2018 - What you need to know!

Welcome to 2018. I don't know how long you can keep wishing people a Happy New Year, but my theory is if you haven't spoken to the person yet this year then it's fair game. Might get weird around May - June I agree.

Change is a constant in life and in this industry we are far from immune. 2018 is shaping up as one of big change so what better way to outline what you need to know then via Blog. Whether it's Government Legislation changes, Privacy Protection laws or rates and availability of coverage in the market, 2018 has it all.

We'll start with the one most look at straight away. The total Premium. This is a big one as you will see significant change in this space that may affect your hip pocket. Most Insurers have been absorbing high claim costs for many years mostly through natural disasters. Whatever your stance on Climate Change it is apparent over the past decade that Storm events have much higher impact then in the past and increased levels of severity.

Natural Disasters cost the Australian Economy over $9Billion and is estimated to reach $33Billion by 2050. A lot of this is worn by the Insurance industry. We have a very strong industry but there comes a time when the money set aside to pay out claims run out. Put aside your thoughts on Publicly Listed share holder returns and the like here look at it from a business perspective. If Insurance Company 'A' charges their clients say $100 a year in premium but they are paying claims of say $500 per year, something has to give.

This is a general example but if you times this by the thousands you get a very simple idea of how Insurance works. Insurance commenced as a community pool whereby the losses of the few are covered by the premiums of the many. In principal this hasn't changed one bit. So if after 6 - 7 years of continuous natural disaster claims and no big change in premiums, the pot of cash to pay claims will run out.
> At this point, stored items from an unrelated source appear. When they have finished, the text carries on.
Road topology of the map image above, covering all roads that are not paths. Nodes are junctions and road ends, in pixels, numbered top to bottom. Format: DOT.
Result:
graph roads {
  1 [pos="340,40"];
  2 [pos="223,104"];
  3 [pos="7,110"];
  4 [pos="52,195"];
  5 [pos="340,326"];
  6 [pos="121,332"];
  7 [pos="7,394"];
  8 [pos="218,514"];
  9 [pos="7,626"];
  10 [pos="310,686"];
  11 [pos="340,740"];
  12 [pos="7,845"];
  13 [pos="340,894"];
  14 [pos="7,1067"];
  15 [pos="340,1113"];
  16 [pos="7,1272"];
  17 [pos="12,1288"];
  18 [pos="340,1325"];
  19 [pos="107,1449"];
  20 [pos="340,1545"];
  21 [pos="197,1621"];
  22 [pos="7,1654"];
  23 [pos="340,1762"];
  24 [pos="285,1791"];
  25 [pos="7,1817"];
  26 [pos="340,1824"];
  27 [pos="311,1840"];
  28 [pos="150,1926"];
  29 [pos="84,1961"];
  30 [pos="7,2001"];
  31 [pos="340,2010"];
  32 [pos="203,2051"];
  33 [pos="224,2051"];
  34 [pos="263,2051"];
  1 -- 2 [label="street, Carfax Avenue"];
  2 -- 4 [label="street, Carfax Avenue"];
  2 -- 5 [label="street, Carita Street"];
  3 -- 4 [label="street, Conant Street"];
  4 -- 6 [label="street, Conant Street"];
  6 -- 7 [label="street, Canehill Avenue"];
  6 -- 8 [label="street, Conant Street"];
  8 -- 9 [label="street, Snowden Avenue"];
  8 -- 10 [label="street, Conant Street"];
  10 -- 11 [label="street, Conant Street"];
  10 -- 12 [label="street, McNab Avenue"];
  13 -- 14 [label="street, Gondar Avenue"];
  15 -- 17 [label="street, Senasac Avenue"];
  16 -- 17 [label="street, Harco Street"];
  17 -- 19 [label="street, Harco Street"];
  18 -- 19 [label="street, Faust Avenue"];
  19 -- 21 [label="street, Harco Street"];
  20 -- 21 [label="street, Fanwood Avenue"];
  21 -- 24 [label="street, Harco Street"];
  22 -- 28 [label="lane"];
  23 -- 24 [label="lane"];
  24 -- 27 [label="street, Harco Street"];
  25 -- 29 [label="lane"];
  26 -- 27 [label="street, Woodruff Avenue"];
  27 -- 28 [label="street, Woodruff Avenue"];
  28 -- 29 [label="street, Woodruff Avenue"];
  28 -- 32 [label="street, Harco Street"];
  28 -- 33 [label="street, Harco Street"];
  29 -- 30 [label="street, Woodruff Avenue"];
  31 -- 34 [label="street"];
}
Insurers also earn income via investment markets. However, these too have been at records low since the GFC in 2009. So low returns from investments and high claims. This is unsustainable. Most Property Insurers are now seeking between 10% - 20% extra in premium. Its pretty consistent too. Whether you are through an Adviser or direct market, most are seeking these increases to replenish Cash reserves for future claims.

On top of the Insurers seeking additional premium, if you are in NSW you also have the reintroduction of the Emergency Services Levy. (ESL) This is a levy used in part to fund The Fire & Emergency Services in the state. During 2016 - 2017 it was being phased out to zero and was to replaced by a levy on Council rates. This was all set to go until at the 11th hour the State Government did a back flip and advised the change would not go through and a 3 year trial was now in place. All Property Insurers were rolling back the ESL over the 16 - 17 financial year and from January 2017 most had reduced it substantially. It is now back and averaging around 36% of the Base Premium. This then compounds onto the GST and the Stamp Duty. If you have a policy due between May and July this year you need to be ready for bill shock. Last year most Insurer's had reduced the ESL to nil saving you around 30% on the previous year. This year you are set to get a bill with a higher ESL then last year plus a general rate rise. Some renewals in January are already up by 20% - 30% on this time last year so who knows how high this will be come May - June.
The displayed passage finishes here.